Last week, while world markets were tanking, I was attending a fascinating program, the GreenPowerConference on Carbon Markets. In my work at GreenMicrofinance I wanted to better understand this emerging scene - every microclient who obtains a loan to go renewable instead of remaining petroleum-dependent lowers her carbon emissions, so in theory that is a huge amount of carbon offsetting in aggregate, if not in each individual household.
The problem: the earth is overheating due to excessive carbon emissions caused by consuming fossil fuels. The solution, to reduce these carbon emissions, is global and massive, and while the US is late to the table, it is clear that even with footdragging politicians slowing the process, the United States business and environmental sectors, and even our state governments, are moving forward without them.
A presentation by Steven Fine of ICF International laid out the challenge elegantly for a non-techy person like me.
- How do you design and plan systems and projects when the cost of energy is not knowable? Look at how unpredictable prices for different energy sources have been in the last year or two. Oil went up $25 a barrel today. Wind energy is now considered cost effective. Solar prices are expected to come down. We are all flying blind here.

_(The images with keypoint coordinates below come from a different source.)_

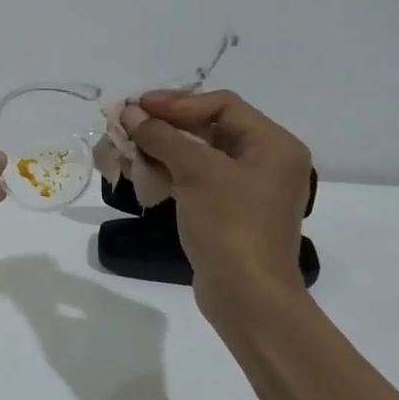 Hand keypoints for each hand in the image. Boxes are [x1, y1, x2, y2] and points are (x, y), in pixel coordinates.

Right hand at [124, 91, 313, 322]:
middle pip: (209, 127)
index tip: (139, 107)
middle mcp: (266, 161)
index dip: (178, 102)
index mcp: (273, 145)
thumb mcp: (196, 171)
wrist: (247, 297)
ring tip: (126, 147)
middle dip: (165, 125)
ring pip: (199, 154)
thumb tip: (130, 112)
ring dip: (162, 148)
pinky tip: (140, 172)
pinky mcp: (229, 212)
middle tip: (127, 123)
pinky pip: (197, 179)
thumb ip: (162, 136)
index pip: (222, 105)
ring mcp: (248, 189)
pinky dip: (169, 172)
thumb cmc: (230, 225) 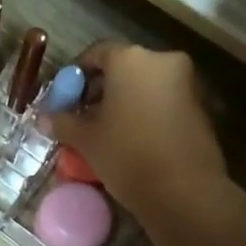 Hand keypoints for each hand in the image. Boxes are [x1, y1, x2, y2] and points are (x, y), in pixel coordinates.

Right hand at [45, 43, 226, 217]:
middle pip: (123, 67)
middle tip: (84, 116)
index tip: (66, 98)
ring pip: (145, 84)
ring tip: (107, 131)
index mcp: (130, 59)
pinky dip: (147, 112)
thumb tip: (45, 118)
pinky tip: (134, 139)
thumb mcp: (86, 139)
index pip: (96, 53)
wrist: (184, 191)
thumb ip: (63, 122)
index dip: (77, 74)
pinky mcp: (201, 107)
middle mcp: (162, 61)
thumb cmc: (127, 154)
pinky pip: (164, 101)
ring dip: (125, 101)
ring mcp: (186, 83)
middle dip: (102, 89)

- The regulations and policies are not yet known. While it is assumed there will be a USA cap & trade system in place, the Western Climate Initiative states are initiating their own, a Northeast consortium of states are doing the same, RGGI, Regional Greenhouse Gas Initiative kicks into place on 1/1/09, and Kyoto itself expires in 2012.

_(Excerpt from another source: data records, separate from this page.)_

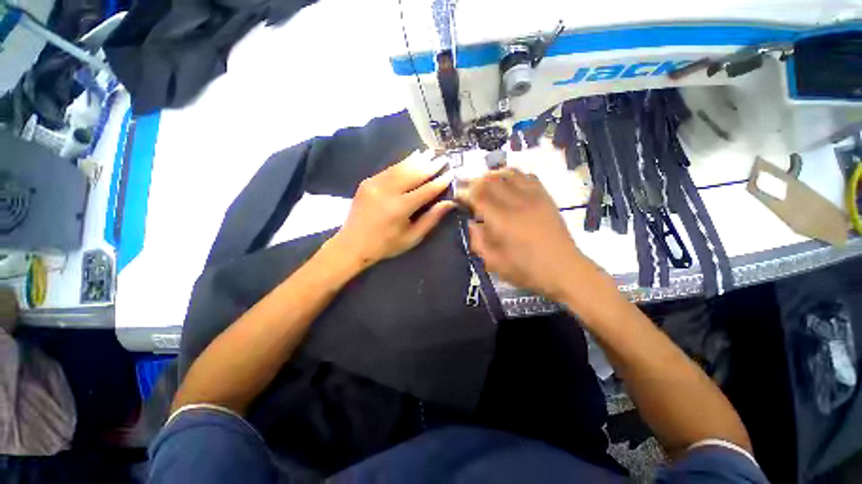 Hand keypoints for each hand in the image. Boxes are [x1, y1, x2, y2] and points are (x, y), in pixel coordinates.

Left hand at [329, 150, 454, 269]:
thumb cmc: (386, 245)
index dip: (440, 182)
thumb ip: (431, 219)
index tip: (451, 173)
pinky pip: (389, 169)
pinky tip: (411, 157)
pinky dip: (402, 163)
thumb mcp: (412, 237)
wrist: (352, 244)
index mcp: (400, 208)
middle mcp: (387, 192)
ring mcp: (375, 184)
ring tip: (430, 152)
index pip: (426, 190)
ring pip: (401, 168)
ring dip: (417, 160)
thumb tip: (449, 203)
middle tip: (443, 157)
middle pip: (413, 174)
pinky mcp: (367, 182)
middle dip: (430, 166)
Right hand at [459, 168, 591, 300]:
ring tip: (486, 183)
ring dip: (493, 175)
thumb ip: (477, 240)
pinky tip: (508, 183)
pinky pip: (527, 176)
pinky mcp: (545, 197)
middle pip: (491, 180)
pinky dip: (513, 175)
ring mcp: (533, 197)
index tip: (457, 195)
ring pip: (509, 173)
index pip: (478, 195)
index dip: (464, 192)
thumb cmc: (526, 269)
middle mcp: (516, 203)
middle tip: (469, 189)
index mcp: (502, 220)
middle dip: (475, 181)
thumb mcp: (493, 262)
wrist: (564, 270)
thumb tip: (470, 222)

- The technologies to accomplish the goals continue to develop, but most are not in place yet, like sequestration of coal emissions. Their price is also a complete unknown. I can add 2 more items to Fine's:
- This marketed and traded commodity, tons of carbon, is invisible to begin with and
- What is actually being produced is a negative - that invisible ton of carbon is actually NOT being created. So we are buying and selling an abstraction of an invisible substance. Tricky!